Tous les regards de l’Allemagne sont en ce moment fixés sur la Prusse. Le gouvernement de Berlin, dans ces derniers temps, semble avoir été peu fidèle à cet esprit de libéralisme et de modération dont il aime à se parer. L’expulsion des deux membres de la chambre badoise, MM. Itzstein, conseiller de justice, et Hecker, avocat au tribunal de première instance, a causé, il y a deux mois, une émotion qui dure encore. Les motifs qui ont dicté cette mesure sont un mystère. Les protestations qui l’ont suivie, soit de la part du gouvernement badois et de son ambassadeur, soit dans la chambre des députés de Wurtemberg, ont dû faire naître dans l’esprit du roi de Prusse de sérieuses réflexions. Pendant que les états libres d’Allemagne témoignent ainsi leur ferme résolution de repousser des tendances arbitraires, et de garantir leur indépendance politique, des mouvemens populaires, comme ceux de la Silésie, des insurrections fréquentes, la liberté qui se montre dans les écrits, les sourdes rumeurs qui se font entendre dans les provinces orientales du royaume et dans certains états limitrophes, tout annonce à la prudence royale que le temps est venu de satisfaire l’opinion, en donnant au peuple cette constitution libérale si souvent promise et si ardemment désirée. Le bruit court que les dispositions personnelles du roi seraient favorables à cette grande mesure, qui honorerait son règne. La retraite de M. d’Arnim, qui passe pour avoir toujours combattu dans le cabinet de Berlin le progrès des idées libérales, se rattacherait, dit-on, à cette pensée.
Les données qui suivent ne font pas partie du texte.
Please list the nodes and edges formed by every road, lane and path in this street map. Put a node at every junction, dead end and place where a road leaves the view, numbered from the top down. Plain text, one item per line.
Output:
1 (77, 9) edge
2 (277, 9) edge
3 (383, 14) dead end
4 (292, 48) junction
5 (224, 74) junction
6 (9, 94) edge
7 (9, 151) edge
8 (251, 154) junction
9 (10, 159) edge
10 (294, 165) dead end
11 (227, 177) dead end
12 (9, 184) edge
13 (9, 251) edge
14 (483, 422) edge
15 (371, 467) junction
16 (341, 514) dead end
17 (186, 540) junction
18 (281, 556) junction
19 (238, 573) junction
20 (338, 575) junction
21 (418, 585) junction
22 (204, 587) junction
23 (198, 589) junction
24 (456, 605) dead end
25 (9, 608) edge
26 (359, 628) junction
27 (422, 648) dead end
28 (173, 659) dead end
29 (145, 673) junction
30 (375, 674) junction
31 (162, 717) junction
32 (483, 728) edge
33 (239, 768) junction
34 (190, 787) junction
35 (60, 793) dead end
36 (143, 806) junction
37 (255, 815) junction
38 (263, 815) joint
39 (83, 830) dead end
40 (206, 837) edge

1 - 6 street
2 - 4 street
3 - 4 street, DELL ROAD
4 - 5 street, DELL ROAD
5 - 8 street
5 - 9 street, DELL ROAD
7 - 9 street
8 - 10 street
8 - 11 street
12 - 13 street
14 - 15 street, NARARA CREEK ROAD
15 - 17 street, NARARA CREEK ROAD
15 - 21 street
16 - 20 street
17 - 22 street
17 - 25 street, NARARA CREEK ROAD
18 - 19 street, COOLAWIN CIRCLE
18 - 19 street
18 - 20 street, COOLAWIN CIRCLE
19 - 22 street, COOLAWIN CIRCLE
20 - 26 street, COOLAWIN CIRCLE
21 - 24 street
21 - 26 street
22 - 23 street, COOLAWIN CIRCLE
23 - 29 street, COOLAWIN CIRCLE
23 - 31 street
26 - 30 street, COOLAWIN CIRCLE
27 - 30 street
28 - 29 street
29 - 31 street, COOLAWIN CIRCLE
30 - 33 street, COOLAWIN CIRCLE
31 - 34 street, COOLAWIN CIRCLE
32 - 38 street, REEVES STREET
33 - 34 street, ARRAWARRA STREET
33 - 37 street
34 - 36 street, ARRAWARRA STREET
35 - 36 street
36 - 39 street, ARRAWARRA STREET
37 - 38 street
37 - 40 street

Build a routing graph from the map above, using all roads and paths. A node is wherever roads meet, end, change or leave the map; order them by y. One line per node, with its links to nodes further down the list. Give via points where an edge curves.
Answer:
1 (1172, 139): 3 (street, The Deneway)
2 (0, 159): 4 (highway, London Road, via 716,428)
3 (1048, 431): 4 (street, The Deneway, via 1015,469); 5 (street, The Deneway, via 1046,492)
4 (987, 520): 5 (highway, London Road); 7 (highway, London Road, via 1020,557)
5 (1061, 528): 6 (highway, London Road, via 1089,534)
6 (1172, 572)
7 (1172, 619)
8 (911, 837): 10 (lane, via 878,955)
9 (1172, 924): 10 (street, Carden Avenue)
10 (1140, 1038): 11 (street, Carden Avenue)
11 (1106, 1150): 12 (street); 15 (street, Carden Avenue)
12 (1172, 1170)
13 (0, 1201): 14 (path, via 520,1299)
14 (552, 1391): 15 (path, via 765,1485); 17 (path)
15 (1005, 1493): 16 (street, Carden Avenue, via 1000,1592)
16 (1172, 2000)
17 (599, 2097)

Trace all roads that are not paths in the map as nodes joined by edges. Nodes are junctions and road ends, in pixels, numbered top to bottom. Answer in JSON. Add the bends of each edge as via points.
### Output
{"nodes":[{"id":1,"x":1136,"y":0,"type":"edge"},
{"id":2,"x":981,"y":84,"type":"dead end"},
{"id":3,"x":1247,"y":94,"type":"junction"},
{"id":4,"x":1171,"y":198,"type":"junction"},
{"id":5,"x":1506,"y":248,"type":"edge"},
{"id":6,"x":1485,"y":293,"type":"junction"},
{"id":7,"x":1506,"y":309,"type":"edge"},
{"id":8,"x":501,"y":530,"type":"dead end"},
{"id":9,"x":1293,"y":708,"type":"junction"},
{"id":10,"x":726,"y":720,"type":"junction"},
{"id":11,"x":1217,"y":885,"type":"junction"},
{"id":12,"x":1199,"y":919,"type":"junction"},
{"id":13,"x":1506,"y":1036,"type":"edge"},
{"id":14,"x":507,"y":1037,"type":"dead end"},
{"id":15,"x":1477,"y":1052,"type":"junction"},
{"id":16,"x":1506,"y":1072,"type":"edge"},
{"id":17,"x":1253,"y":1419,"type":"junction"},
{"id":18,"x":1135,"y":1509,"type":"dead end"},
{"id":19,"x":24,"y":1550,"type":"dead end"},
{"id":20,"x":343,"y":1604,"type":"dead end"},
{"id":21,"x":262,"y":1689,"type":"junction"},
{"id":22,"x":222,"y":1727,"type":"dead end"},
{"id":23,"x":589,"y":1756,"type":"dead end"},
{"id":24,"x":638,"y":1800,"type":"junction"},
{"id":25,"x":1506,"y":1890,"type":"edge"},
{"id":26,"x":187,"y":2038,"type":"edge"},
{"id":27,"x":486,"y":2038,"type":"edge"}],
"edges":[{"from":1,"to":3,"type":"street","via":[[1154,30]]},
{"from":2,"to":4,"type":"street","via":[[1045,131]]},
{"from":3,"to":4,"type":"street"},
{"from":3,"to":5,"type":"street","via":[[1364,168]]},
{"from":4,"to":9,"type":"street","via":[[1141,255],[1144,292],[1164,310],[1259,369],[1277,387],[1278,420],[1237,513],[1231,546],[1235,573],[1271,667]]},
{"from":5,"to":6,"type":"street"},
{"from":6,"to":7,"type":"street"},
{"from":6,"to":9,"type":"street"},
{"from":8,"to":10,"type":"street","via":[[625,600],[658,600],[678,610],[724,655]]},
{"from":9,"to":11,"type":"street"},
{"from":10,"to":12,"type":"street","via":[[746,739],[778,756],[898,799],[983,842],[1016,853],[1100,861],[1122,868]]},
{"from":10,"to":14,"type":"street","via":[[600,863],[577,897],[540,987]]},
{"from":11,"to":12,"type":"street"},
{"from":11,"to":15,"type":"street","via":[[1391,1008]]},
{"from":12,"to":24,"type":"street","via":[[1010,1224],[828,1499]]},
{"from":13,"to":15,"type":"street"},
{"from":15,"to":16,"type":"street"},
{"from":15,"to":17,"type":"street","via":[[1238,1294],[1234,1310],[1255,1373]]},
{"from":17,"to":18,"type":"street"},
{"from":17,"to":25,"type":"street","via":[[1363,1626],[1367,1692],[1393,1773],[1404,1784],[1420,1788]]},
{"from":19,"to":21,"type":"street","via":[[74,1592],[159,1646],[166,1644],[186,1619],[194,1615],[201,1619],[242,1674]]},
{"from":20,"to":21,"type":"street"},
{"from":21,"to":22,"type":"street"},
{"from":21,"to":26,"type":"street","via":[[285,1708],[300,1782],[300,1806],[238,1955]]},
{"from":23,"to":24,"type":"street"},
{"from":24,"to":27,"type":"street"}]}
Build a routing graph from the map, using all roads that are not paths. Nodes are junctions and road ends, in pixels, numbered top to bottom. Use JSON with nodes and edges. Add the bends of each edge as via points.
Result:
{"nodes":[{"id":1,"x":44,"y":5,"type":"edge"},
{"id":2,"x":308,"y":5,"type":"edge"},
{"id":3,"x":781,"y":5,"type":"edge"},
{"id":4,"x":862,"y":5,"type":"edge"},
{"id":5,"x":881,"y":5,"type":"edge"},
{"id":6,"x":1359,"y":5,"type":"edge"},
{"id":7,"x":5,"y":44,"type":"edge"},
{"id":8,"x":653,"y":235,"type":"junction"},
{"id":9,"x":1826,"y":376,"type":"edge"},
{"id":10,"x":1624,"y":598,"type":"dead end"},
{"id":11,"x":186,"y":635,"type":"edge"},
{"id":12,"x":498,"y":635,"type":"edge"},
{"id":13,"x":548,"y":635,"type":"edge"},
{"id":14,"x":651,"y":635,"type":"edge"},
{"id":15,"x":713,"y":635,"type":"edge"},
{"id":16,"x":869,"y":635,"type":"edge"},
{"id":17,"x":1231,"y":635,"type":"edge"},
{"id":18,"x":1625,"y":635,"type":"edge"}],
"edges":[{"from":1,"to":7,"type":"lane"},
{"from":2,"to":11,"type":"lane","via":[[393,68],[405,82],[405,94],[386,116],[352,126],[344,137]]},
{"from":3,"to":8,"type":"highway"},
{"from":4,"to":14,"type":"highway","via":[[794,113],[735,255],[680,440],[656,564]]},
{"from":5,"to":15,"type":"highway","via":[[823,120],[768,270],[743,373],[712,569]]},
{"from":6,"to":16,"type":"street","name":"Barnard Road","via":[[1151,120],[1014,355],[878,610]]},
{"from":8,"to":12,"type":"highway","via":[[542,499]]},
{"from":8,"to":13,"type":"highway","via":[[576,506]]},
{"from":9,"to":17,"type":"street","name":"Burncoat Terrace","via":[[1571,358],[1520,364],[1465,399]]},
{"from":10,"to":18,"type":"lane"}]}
En résumé, on peut dire du tableau qui précède que, sans être inquiétant, il donne cependant beaucoup à réfléchir. Les affaires de Grèce et de Syrie, la question du Texas, la Suisse, d’un aspect si menaçant et si sombre, l’Allemagne du nord, que l’esprit de réforme agite, sans compter l’Espagne, dont la situation est toujours si embarrassée, tout cela mérite assurément l’attention sérieuse de notre diplomatie.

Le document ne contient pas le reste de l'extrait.